How much should Matthew Beale pay for a “damaged” windshield on his Advantage rental?
If you guessed about $400 for a new windshield on the late-model Kia Sorento, which is the going rate, guess again.
Try doubling it to $800 — that’s $700 for the repair and an $100 “administrative” fee.
Our advocates asked Advantage about this huge repair bill weeks ago. We haven’t heard a peep from them. Now Beale is left with a difficult decision. Maybe you can help.
Beale says he rented the car for four days in February.
When I initially got the keys to the car, I noted that the front windshield was already cracked. I marked this on the Advantage-provided damage form, returned to the counter, and provided the carbon copy to the employee there, who acknowledged the damage and took receipt of the copy.

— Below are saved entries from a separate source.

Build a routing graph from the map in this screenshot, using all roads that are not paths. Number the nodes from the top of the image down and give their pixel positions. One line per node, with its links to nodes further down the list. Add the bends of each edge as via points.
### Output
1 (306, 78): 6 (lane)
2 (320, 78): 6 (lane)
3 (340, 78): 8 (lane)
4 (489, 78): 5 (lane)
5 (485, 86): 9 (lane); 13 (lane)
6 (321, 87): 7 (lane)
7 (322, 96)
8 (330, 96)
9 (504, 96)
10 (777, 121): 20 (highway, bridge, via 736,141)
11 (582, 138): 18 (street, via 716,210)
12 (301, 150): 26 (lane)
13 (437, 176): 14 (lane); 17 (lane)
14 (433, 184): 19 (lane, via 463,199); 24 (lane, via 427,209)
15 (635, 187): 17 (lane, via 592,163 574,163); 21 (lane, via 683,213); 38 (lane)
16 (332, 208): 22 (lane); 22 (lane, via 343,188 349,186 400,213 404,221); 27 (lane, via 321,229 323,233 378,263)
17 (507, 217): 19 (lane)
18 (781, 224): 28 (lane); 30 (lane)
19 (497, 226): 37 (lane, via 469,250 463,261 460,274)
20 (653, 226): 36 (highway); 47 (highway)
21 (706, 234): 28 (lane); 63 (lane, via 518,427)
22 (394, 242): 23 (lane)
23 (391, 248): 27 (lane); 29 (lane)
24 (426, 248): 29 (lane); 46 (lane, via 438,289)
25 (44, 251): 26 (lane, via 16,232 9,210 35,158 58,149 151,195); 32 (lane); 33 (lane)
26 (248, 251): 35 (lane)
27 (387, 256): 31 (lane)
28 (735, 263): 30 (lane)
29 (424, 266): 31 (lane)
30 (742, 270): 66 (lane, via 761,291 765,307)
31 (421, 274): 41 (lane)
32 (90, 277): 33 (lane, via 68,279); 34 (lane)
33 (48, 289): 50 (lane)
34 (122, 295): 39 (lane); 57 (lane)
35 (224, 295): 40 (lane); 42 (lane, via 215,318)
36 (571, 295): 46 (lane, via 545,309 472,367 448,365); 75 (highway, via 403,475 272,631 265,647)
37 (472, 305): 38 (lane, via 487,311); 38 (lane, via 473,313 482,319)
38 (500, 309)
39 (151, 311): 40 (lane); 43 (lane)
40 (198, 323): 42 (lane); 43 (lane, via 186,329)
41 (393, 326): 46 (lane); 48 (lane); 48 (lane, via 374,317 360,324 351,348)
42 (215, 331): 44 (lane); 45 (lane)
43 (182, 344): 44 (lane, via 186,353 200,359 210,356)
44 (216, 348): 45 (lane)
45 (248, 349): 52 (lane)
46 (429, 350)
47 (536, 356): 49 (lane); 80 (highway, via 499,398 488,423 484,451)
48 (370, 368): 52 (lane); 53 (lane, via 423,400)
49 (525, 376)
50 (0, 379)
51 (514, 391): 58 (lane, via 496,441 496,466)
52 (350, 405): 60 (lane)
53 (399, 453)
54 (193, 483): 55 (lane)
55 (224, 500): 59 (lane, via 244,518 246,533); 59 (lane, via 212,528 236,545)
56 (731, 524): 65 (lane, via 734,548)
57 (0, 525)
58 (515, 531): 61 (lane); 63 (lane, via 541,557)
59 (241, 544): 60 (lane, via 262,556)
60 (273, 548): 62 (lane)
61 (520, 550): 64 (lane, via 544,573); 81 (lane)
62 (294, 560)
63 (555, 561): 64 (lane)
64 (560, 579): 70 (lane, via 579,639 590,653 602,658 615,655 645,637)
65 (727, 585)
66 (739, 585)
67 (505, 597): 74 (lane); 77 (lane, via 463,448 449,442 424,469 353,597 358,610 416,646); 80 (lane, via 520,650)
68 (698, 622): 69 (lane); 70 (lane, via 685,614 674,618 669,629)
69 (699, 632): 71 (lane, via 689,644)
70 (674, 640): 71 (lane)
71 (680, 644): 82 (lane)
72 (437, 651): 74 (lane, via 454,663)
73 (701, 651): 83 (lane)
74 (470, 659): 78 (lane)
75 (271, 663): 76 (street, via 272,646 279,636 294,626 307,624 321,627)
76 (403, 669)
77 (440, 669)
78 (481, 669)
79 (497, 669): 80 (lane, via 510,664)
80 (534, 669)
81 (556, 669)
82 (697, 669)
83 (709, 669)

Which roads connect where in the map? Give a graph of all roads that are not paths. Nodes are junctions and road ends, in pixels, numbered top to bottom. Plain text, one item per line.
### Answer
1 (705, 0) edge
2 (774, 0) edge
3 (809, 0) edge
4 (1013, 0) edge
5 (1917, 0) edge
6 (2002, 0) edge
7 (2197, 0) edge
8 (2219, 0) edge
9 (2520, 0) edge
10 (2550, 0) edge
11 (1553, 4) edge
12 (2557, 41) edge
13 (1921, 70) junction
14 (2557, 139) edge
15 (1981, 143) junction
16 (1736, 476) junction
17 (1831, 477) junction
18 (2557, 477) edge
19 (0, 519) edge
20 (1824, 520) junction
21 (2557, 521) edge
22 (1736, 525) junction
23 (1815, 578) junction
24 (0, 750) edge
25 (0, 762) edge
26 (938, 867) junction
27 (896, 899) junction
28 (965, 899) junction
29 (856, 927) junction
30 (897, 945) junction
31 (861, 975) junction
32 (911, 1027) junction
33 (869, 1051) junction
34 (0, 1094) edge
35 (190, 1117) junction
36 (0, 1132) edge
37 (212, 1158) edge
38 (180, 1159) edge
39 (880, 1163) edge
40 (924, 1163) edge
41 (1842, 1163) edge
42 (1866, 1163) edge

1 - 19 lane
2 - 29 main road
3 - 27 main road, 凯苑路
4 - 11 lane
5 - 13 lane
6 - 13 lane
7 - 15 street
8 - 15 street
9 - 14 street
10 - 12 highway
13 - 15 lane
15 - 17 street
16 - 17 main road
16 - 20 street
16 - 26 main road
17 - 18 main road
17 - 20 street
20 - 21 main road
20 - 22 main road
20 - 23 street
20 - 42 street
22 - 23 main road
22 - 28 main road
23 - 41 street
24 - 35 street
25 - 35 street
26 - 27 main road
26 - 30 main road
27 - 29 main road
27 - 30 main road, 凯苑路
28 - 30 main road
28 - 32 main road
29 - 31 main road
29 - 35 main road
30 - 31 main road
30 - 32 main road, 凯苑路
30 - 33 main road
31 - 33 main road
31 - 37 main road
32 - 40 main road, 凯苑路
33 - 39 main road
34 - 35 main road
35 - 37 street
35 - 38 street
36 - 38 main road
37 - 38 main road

I also noted the damage to the guard at the exit of the parking lot, who signed the form and told me I was fine as long as I had noted it.
Almost two months later, I received this damage claim from Advantage. I find this particularly mystifying because it looks like they took the car in for repairs in mid-February (the 17th), but did not notify me until now.
Unfortunately, I did not think to take pictures of the damage. I’m kicking myself for this now as I usually do it, but I had been waiting for the car for about an hour and a half (an extremely inefficient Advantage rental location), it was about 11 p.m., and I still had a couple of hours of driving to do in dodgy weather.
Doubly unfortunately, I cannot find my copy of the damage slip where I noted the cracked windshield, due to the fact that this happened almost two months ago. FWIW, my fiancée was with me and corroborates my version of events.
Advantage sent Beale photos of the rear windshield and repeated its demand:
You were the renter or authorized driver of a rental vehicle which sustained damage or loss. Pursuant to the rental contract, you are responsible for all damages or loss to the rented property while it was in your care, custody or control, regardless of fault.
Conveniently, Advantage didn’t send the rental agreement, which Beale says would have exonerated him.
When our advocates reviewed his case, we believed it was a slam dunk. We contacted Advantage on Beale’s behalf and hoped for the best, as we always do.
The response? Nada.
Beale tracked down the form, which showed the damage. He sent it to Advantage.
Frivolous car rental damage cases are exceptionally difficult. A rental company can send you an inflated bill with junk fees, as Advantage did, and photos of the wrong part of the car, which it also did, and it can still win. Why? Because if you don’t pay up, it will have a corporate tantrum — reporting you to a credit agency, a collection agency, suing you and finally adding you to its “Do Not Rent” list.
Beale’s options are limited. Here’s what he can do:
- He can refuse to pay. That’s what a lot of rental customers do when they are broadsided with a bogus bill. He may get his credit scores dinged and he’ll never be able to rent from Advantage again. But does he really want to rent from them? I wouldn’t.
- He can fight it. I outline some of the steps he can use to appeal this in our car rental FAQ section. This is a relatively small claim, and if he pushes hard enough, Advantage could back down. It’s definitely an option.
- He could go on the offensive. You know, lawyer up or file a nuisance lawsuit in small claims court, demanding it pay him for lost work time or some other equally dubious claim. Hey, it’s small claims court. Anything goes!
I’m not sure what to tell Beale. I think we’ve done all we can to help him. Now what?
Update: We just heard from Beale. Advantage has dropped the claim.